WORK REQUEST: In your answer, copy every entry that follows exactly.

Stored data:
····················

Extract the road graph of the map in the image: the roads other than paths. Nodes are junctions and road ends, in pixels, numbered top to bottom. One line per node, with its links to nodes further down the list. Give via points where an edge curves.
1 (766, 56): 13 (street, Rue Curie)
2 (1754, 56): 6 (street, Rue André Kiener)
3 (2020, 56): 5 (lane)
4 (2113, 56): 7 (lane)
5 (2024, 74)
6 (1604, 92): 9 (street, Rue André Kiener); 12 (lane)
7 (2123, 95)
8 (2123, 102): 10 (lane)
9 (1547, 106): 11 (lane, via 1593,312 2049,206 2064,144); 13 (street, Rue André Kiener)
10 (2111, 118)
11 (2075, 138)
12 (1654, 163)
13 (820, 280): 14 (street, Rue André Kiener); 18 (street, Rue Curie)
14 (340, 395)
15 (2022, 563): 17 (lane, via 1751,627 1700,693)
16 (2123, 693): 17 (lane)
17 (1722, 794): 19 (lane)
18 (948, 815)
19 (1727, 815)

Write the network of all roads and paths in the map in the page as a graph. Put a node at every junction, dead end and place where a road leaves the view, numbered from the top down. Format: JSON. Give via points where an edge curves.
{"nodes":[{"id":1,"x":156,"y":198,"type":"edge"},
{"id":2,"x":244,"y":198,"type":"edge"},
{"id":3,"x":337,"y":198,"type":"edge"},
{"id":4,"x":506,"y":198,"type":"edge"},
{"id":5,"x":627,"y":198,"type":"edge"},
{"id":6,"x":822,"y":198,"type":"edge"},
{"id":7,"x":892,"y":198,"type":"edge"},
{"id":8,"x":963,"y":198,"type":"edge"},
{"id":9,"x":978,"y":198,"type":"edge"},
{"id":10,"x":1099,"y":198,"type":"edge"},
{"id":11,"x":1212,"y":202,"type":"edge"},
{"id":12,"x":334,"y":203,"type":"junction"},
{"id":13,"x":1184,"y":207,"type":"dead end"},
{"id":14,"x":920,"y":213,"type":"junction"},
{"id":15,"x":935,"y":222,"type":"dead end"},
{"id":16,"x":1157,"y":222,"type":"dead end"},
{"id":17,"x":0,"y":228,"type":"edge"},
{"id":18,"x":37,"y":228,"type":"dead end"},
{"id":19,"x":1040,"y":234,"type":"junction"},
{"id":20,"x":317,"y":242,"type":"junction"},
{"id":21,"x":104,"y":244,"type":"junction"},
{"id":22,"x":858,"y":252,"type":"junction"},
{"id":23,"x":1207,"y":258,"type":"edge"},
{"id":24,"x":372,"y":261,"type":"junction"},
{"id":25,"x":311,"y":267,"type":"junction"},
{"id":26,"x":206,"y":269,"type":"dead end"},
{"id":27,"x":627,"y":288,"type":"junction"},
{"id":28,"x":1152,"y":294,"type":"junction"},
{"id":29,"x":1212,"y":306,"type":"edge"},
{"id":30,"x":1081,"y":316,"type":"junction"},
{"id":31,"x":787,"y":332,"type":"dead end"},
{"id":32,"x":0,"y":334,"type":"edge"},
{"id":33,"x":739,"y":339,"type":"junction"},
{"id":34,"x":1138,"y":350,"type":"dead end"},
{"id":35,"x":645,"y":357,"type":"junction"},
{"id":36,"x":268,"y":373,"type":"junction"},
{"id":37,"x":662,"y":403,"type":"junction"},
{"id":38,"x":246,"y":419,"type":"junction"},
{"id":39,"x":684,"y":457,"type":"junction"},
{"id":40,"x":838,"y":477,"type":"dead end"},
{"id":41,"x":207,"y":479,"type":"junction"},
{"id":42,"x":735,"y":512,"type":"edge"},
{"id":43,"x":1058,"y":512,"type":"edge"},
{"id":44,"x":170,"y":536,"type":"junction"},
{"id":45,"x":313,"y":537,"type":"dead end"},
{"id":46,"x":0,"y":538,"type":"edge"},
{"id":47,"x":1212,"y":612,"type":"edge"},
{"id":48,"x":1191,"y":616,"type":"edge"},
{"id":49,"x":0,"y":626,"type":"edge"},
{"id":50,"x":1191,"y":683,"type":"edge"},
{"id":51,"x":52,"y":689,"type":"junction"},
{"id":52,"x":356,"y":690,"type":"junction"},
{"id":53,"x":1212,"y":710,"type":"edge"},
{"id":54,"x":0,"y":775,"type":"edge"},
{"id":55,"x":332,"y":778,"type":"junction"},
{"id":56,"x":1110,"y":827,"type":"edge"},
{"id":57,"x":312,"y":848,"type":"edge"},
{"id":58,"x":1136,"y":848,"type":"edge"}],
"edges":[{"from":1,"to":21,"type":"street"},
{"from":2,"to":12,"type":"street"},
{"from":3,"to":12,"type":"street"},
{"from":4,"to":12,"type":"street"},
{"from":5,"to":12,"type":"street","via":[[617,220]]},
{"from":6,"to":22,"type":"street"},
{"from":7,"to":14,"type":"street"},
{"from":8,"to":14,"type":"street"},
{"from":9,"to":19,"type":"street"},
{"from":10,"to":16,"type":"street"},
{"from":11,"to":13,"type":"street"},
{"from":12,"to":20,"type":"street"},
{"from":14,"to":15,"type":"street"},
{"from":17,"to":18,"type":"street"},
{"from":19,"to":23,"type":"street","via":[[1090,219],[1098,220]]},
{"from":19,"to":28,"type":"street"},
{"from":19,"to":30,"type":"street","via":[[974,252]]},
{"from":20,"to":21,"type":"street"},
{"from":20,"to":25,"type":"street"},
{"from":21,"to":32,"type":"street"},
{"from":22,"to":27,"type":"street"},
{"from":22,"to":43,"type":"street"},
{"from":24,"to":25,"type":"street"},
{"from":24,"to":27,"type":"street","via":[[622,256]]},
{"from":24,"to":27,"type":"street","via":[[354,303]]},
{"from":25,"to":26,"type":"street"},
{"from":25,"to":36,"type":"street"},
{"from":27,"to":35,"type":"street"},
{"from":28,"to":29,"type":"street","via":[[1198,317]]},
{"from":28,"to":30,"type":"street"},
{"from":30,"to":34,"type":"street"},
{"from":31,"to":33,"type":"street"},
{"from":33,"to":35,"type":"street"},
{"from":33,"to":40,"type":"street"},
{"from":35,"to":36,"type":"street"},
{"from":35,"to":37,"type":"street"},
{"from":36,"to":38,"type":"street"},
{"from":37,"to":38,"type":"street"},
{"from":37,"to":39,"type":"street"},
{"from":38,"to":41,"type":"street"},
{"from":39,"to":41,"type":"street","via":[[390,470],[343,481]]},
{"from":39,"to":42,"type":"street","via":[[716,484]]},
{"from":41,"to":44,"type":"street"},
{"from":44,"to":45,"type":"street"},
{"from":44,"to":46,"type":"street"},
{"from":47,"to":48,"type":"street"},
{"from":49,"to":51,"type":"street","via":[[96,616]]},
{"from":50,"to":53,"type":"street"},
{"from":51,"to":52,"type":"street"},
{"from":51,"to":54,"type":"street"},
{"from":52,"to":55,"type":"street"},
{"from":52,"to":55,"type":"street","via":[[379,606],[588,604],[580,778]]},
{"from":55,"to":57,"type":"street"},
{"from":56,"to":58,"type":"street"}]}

····················

THE ANSWER:
Extract the road graph of the map in the image: the roads other than paths. Nodes are junctions and road ends, in pixels, numbered top to bottom. One line per node, with its links to nodes further down the list. Give via points where an edge curves.
1 (766, 56): 13 (street, Rue Curie)
2 (1754, 56): 6 (street, Rue André Kiener)
3 (2020, 56): 5 (lane)
4 (2113, 56): 7 (lane)
5 (2024, 74)
6 (1604, 92): 9 (street, Rue André Kiener); 12 (lane)
7 (2123, 95)
8 (2123, 102): 10 (lane)
9 (1547, 106): 11 (lane, via 1593,312 2049,206 2064,144); 13 (street, Rue André Kiener)
10 (2111, 118)
11 (2075, 138)
12 (1654, 163)
13 (820, 280): 14 (street, Rue André Kiener); 18 (street, Rue Curie)
14 (340, 395)
15 (2022, 563): 17 (lane, via 1751,627 1700,693)
16 (2123, 693): 17 (lane)
17 (1722, 794): 19 (lane)
18 (948, 815)
19 (1727, 815)

Write the network of all roads and paths in the map in the page as a graph. Put a node at every junction, dead end and place where a road leaves the view, numbered from the top down. Format: JSON. Give via points where an edge curves.
{"nodes":[{"id":1,"x":156,"y":198,"type":"edge"},
{"id":2,"x":244,"y":198,"type":"edge"},
{"id":3,"x":337,"y":198,"type":"edge"},
{"id":4,"x":506,"y":198,"type":"edge"},
{"id":5,"x":627,"y":198,"type":"edge"},
{"id":6,"x":822,"y":198,"type":"edge"},
{"id":7,"x":892,"y":198,"type":"edge"},
{"id":8,"x":963,"y":198,"type":"edge"},
{"id":9,"x":978,"y":198,"type":"edge"},
{"id":10,"x":1099,"y":198,"type":"edge"},
{"id":11,"x":1212,"y":202,"type":"edge"},
{"id":12,"x":334,"y":203,"type":"junction"},
{"id":13,"x":1184,"y":207,"type":"dead end"},
{"id":14,"x":920,"y":213,"type":"junction"},
{"id":15,"x":935,"y":222,"type":"dead end"},
{"id":16,"x":1157,"y":222,"type":"dead end"},
{"id":17,"x":0,"y":228,"type":"edge"},
{"id":18,"x":37,"y":228,"type":"dead end"},
{"id":19,"x":1040,"y":234,"type":"junction"},
{"id":20,"x":317,"y":242,"type":"junction"},
{"id":21,"x":104,"y":244,"type":"junction"},
{"id":22,"x":858,"y":252,"type":"junction"},
{"id":23,"x":1207,"y":258,"type":"edge"},
{"id":24,"x":372,"y":261,"type":"junction"},
{"id":25,"x":311,"y":267,"type":"junction"},
{"id":26,"x":206,"y":269,"type":"dead end"},
{"id":27,"x":627,"y":288,"type":"junction"},
{"id":28,"x":1152,"y":294,"type":"junction"},
{"id":29,"x":1212,"y":306,"type":"edge"},
{"id":30,"x":1081,"y":316,"type":"junction"},
{"id":31,"x":787,"y":332,"type":"dead end"},
{"id":32,"x":0,"y":334,"type":"edge"},
{"id":33,"x":739,"y":339,"type":"junction"},
{"id":34,"x":1138,"y":350,"type":"dead end"},
{"id":35,"x":645,"y":357,"type":"junction"},
{"id":36,"x":268,"y":373,"type":"junction"},
{"id":37,"x":662,"y":403,"type":"junction"},
{"id":38,"x":246,"y":419,"type":"junction"},
{"id":39,"x":684,"y":457,"type":"junction"},
{"id":40,"x":838,"y":477,"type":"dead end"},
{"id":41,"x":207,"y":479,"type":"junction"},
{"id":42,"x":735,"y":512,"type":"edge"},
{"id":43,"x":1058,"y":512,"type":"edge"},
{"id":44,"x":170,"y":536,"type":"junction"},
{"id":45,"x":313,"y":537,"type":"dead end"},
{"id":46,"x":0,"y":538,"type":"edge"},
{"id":47,"x":1212,"y":612,"type":"edge"},
{"id":48,"x":1191,"y":616,"type":"edge"},
{"id":49,"x":0,"y":626,"type":"edge"},
{"id":50,"x":1191,"y":683,"type":"edge"},
{"id":51,"x":52,"y":689,"type":"junction"},
{"id":52,"x":356,"y":690,"type":"junction"},
{"id":53,"x":1212,"y":710,"type":"edge"},
{"id":54,"x":0,"y":775,"type":"edge"},
{"id":55,"x":332,"y":778,"type":"junction"},
{"id":56,"x":1110,"y":827,"type":"edge"},
{"id":57,"x":312,"y":848,"type":"edge"},
{"id":58,"x":1136,"y":848,"type":"edge"}],
"edges":[{"from":1,"to":21,"type":"street"},
{"from":2,"to":12,"type":"street"},
{"from":3,"to":12,"type":"street"},
{"from":4,"to":12,"type":"street"},
{"from":5,"to":12,"type":"street","via":[[617,220]]},
{"from":6,"to":22,"type":"street"},
{"from":7,"to":14,"type":"street"},
{"from":8,"to":14,"type":"street"},
{"from":9,"to":19,"type":"street"},
{"from":10,"to":16,"type":"street"},
{"from":11,"to":13,"type":"street"},
{"from":12,"to":20,"type":"street"},
{"from":14,"to":15,"type":"street"},
{"from":17,"to":18,"type":"street"},
{"from":19,"to":23,"type":"street","via":[[1090,219],[1098,220]]},
{"from":19,"to":28,"type":"street"},
{"from":19,"to":30,"type":"street","via":[[974,252]]},
{"from":20,"to":21,"type":"street"},
{"from":20,"to":25,"type":"street"},
{"from":21,"to":32,"type":"street"},
{"from":22,"to":27,"type":"street"},
{"from":22,"to":43,"type":"street"},
{"from":24,"to":25,"type":"street"},
{"from":24,"to":27,"type":"street","via":[[622,256]]},
{"from":24,"to":27,"type":"street","via":[[354,303]]},
{"from":25,"to":26,"type":"street"},
{"from":25,"to":36,"type":"street"},
{"from":27,"to":35,"type":"street"},
{"from":28,"to":29,"type":"street","via":[[1198,317]]},
{"from":28,"to":30,"type":"street"},
{"from":30,"to":34,"type":"street"},
{"from":31,"to":33,"type":"street"},
{"from":33,"to":35,"type":"street"},
{"from":33,"to":40,"type":"street"},
{"from":35,"to":36,"type":"street"},
{"from":35,"to":37,"type":"street"},
{"from":36,"to":38,"type":"street"},
{"from":37,"to":38,"type":"street"},
{"from":37,"to":39,"type":"street"},
{"from":38,"to":41,"type":"street"},
{"from":39,"to":41,"type":"street","via":[[390,470],[343,481]]},
{"from":39,"to":42,"type":"street","via":[[716,484]]},
{"from":41,"to":44,"type":"street"},
{"from":44,"to":45,"type":"street"},
{"from":44,"to":46,"type":"street"},
{"from":47,"to":48,"type":"street"},
{"from":49,"to":51,"type":"street","via":[[96,616]]},
{"from":50,"to":53,"type":"street"},
{"from":51,"to":52,"type":"street"},
{"from":51,"to":54,"type":"street"},
{"from":52,"to":55,"type":"street"},
{"from":52,"to":55,"type":"street","via":[[379,606],[588,604],[580,778]]},
{"from":55,"to":57,"type":"street"},
{"from":56,"to":58,"type":"street"}]}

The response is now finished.